WHAT IS REQUIRED:
Find every line in the data that contains the word "Central". Return each of those lines.

Dataset records
============

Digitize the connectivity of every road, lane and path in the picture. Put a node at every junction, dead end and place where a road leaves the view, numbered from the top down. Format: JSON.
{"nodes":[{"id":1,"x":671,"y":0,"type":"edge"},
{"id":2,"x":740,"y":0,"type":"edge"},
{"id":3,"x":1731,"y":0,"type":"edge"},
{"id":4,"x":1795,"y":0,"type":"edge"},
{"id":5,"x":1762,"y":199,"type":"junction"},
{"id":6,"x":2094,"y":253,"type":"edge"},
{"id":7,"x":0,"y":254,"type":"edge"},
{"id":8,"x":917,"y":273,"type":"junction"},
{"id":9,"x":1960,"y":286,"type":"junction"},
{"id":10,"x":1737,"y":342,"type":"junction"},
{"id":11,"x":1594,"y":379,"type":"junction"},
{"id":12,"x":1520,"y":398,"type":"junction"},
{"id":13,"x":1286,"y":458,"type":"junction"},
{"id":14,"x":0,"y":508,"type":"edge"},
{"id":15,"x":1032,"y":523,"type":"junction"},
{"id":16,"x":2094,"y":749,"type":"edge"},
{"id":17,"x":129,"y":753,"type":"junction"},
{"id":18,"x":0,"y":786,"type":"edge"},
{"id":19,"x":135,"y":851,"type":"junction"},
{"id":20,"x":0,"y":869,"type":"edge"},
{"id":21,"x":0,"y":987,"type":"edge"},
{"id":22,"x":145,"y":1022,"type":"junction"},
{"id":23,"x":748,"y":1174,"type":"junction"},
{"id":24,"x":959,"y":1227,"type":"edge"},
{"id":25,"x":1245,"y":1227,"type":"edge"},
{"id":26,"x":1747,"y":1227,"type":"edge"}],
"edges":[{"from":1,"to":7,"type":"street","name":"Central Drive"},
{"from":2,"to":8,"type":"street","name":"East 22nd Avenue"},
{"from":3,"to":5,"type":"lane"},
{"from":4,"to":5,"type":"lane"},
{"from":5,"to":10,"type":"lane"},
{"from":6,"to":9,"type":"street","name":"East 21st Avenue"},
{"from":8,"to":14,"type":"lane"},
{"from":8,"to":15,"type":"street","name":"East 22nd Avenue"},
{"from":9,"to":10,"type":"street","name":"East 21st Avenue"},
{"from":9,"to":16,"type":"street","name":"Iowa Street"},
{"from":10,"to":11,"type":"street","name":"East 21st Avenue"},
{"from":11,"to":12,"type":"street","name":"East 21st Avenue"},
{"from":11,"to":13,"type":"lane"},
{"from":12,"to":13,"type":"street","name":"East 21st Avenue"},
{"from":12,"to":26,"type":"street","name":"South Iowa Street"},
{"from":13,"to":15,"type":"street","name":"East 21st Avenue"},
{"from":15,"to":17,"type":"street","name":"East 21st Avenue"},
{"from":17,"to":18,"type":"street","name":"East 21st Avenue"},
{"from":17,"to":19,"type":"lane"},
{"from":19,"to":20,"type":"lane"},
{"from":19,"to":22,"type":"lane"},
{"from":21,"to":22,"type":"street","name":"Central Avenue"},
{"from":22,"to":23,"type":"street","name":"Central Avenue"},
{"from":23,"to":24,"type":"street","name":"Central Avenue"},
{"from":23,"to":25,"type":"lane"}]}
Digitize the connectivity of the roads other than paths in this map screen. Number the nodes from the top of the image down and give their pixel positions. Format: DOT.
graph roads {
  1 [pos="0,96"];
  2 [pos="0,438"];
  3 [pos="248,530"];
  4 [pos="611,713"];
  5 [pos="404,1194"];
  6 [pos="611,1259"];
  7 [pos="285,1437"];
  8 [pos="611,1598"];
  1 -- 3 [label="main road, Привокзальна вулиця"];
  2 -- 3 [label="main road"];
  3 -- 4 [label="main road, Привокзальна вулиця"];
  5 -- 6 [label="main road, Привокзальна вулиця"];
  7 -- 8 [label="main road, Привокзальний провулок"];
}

============

EXPECTED ANSWER:
"edges":[{"from":1,"to":7,"type":"street","name":"Central Drive"},
{"from":21,"to":22,"type":"street","name":"Central Avenue"},
{"from":22,"to":23,"type":"street","name":"Central Avenue"},
{"from":23,"to":24,"type":"street","name":"Central Avenue"},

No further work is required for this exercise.